● TASK PROMPT
Every line below containing the word "Doja" should be found and copied.

+++++

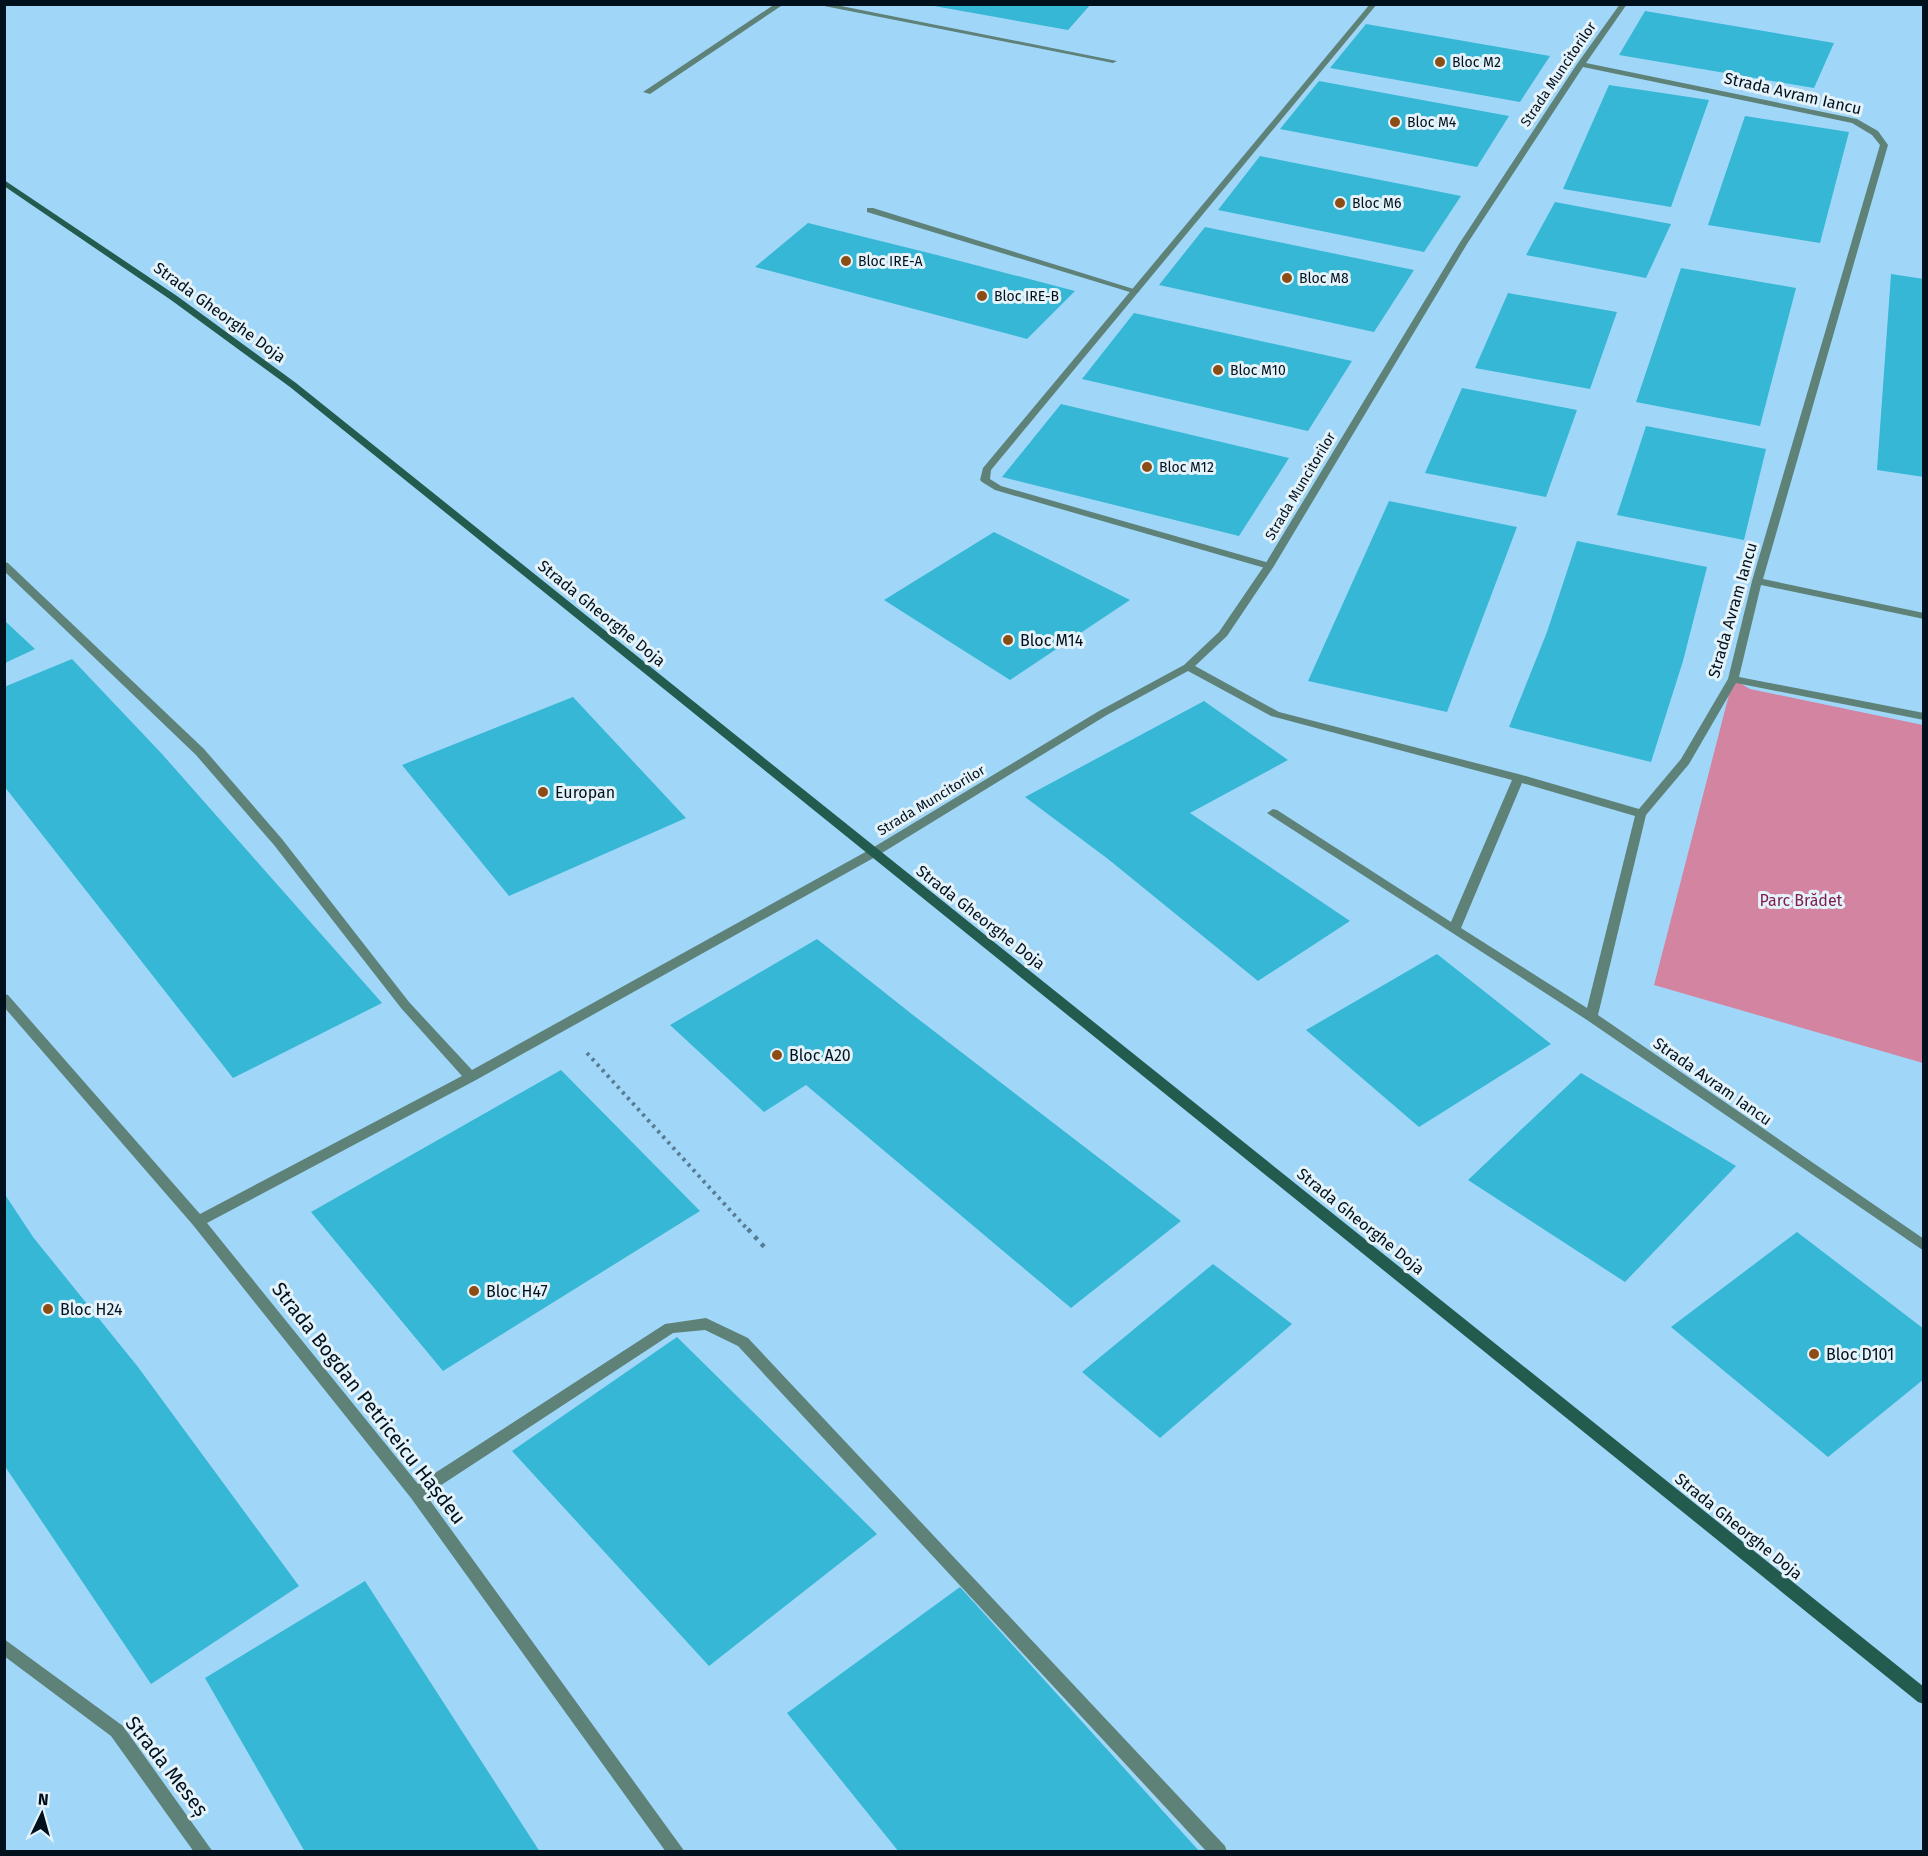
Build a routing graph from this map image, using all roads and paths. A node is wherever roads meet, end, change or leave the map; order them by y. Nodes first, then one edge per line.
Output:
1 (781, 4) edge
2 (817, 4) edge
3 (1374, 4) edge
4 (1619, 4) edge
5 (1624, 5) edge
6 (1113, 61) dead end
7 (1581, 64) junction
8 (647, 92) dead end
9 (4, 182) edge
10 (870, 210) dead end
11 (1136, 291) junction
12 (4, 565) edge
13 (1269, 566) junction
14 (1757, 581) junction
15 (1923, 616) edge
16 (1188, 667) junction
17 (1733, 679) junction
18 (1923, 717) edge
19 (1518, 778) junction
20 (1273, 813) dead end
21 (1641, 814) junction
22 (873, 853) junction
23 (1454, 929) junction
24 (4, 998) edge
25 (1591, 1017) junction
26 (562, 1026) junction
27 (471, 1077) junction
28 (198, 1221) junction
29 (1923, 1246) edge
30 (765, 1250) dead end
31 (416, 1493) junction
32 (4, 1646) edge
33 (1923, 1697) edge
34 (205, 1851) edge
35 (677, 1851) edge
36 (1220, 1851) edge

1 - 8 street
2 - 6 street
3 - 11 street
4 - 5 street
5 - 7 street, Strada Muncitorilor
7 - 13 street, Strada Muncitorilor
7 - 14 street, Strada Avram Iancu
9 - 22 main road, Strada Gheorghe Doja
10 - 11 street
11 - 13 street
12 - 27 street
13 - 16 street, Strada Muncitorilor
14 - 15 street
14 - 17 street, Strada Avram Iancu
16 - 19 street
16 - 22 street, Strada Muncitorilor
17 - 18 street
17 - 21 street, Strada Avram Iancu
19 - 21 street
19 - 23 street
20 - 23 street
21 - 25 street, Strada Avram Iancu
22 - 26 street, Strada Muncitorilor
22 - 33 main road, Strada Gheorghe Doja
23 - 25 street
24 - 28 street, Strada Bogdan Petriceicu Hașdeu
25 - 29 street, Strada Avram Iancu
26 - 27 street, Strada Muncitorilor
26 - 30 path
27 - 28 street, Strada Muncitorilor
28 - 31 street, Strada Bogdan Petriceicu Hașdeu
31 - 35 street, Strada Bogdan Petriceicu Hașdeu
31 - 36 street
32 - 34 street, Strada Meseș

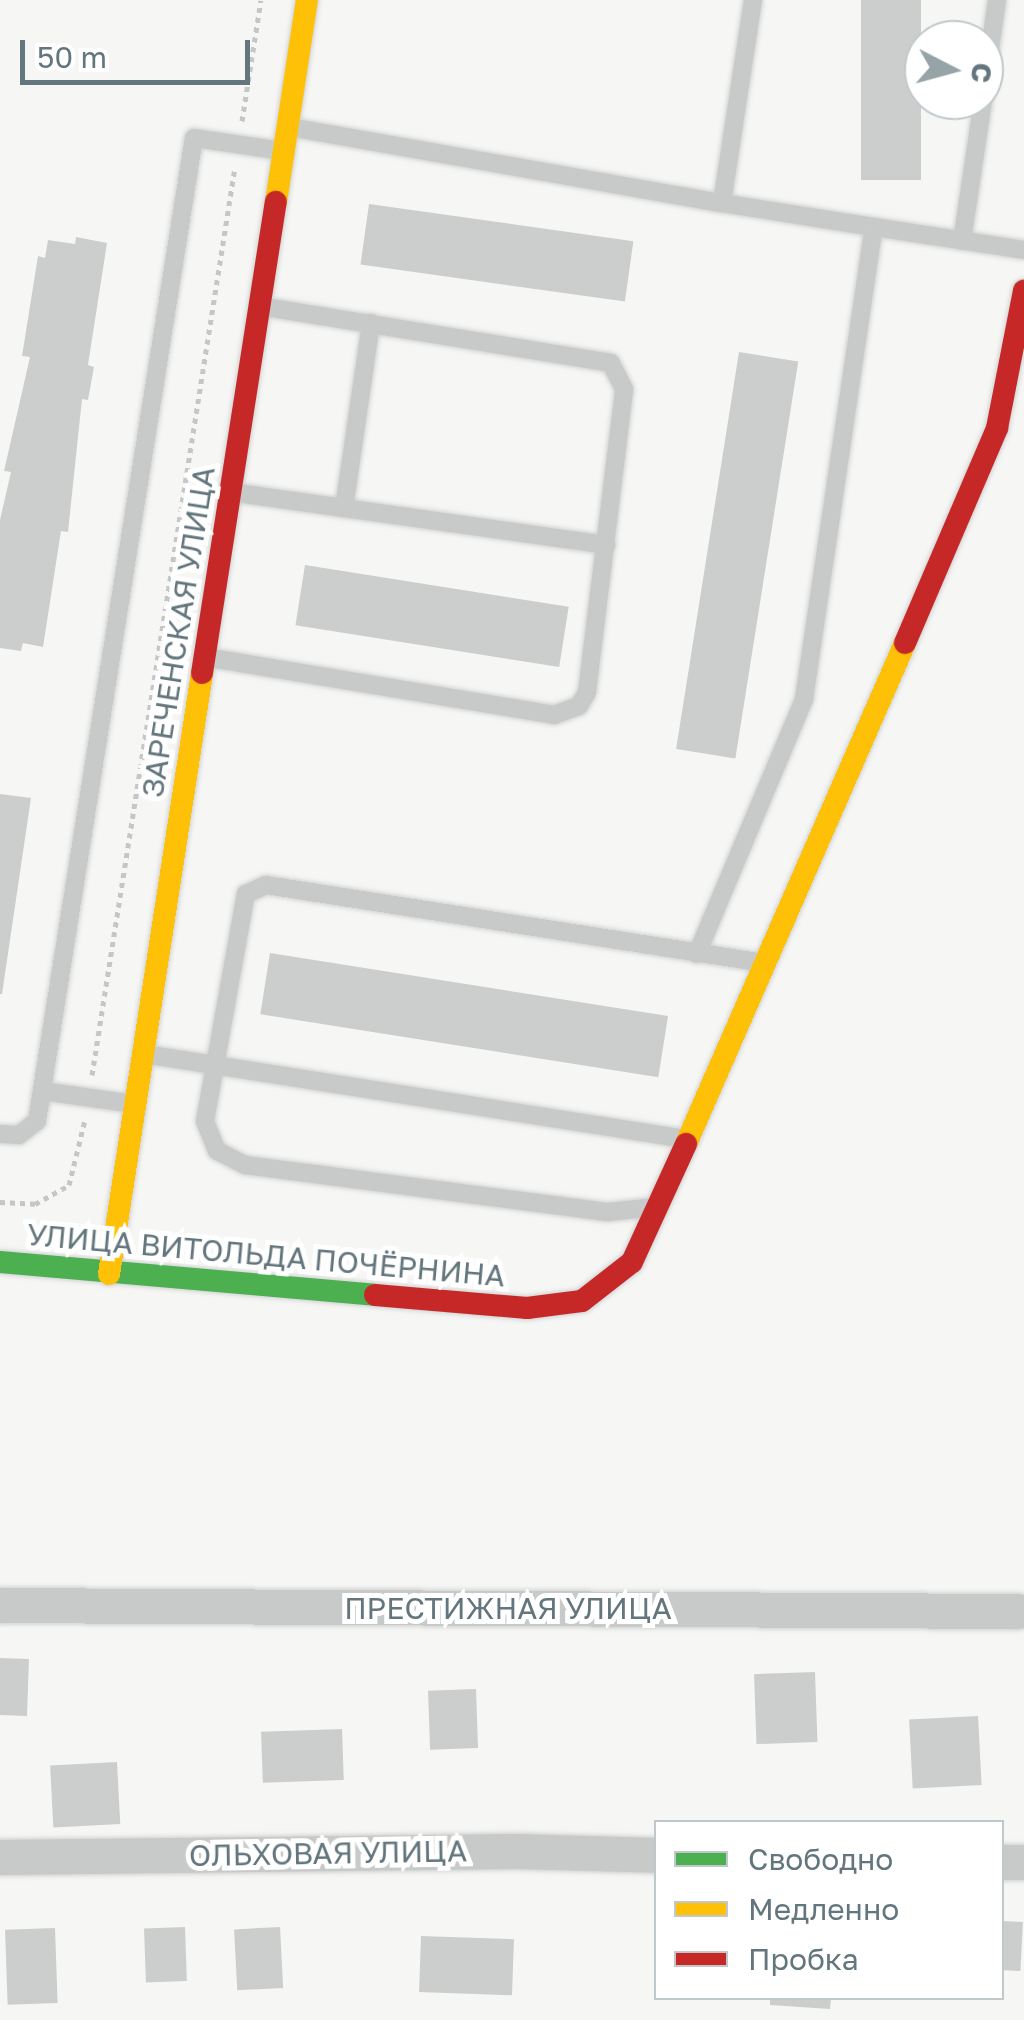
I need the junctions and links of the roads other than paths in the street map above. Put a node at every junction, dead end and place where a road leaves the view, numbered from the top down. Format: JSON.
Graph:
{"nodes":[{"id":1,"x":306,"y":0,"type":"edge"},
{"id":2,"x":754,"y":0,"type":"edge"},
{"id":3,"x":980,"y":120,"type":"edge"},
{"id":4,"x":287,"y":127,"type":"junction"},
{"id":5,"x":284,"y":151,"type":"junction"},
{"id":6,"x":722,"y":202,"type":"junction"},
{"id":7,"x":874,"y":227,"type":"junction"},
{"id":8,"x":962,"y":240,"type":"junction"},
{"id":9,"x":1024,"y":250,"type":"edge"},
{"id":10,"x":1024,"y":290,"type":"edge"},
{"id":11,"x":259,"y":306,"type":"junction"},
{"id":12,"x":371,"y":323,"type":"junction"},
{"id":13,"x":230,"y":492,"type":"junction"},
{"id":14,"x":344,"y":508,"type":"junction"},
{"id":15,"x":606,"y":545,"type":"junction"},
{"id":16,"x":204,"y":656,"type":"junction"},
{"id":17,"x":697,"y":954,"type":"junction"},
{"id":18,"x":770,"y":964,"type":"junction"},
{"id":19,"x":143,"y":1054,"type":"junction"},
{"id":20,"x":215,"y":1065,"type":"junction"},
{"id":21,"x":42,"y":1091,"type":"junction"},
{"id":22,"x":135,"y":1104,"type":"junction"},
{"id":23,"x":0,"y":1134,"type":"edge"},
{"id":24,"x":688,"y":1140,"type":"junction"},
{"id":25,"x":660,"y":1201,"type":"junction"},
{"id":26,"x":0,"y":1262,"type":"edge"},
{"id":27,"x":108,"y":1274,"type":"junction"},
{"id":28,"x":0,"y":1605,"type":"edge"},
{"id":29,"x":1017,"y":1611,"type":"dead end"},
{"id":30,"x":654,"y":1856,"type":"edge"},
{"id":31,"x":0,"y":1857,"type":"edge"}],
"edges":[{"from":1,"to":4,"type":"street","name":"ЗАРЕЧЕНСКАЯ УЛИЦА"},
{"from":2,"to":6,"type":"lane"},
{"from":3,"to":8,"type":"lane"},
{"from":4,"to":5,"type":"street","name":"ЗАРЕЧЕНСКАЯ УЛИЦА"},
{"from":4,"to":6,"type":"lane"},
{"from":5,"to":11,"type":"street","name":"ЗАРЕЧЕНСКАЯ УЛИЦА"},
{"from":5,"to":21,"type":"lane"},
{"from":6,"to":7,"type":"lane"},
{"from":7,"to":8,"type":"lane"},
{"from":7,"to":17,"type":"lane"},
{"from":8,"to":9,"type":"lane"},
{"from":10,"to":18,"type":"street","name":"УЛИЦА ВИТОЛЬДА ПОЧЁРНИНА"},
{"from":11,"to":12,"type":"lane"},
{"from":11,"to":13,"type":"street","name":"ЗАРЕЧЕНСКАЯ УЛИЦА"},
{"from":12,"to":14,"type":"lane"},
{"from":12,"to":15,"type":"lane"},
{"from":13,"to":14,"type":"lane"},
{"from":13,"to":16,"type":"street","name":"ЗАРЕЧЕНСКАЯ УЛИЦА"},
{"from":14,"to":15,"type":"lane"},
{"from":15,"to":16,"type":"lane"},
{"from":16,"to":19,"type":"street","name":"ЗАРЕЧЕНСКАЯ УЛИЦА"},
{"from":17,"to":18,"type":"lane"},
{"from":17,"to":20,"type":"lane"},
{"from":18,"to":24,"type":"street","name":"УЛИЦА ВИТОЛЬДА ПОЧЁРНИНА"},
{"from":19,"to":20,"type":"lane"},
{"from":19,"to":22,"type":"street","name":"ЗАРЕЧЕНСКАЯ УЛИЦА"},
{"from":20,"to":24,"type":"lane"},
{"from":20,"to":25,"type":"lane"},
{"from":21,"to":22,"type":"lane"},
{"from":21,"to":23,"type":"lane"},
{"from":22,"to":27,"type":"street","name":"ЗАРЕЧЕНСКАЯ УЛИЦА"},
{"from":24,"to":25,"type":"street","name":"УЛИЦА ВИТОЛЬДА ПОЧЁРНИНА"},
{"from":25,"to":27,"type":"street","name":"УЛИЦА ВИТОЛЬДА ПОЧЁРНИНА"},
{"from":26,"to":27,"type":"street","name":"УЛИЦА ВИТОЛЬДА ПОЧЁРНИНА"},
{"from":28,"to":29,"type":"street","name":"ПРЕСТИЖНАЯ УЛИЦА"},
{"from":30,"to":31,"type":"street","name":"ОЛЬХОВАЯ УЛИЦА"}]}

+++++

● YOUR SOLUTION
9 - 22 main road, Strada Gheorghe Doja
22 - 33 main road, Strada Gheorghe Doja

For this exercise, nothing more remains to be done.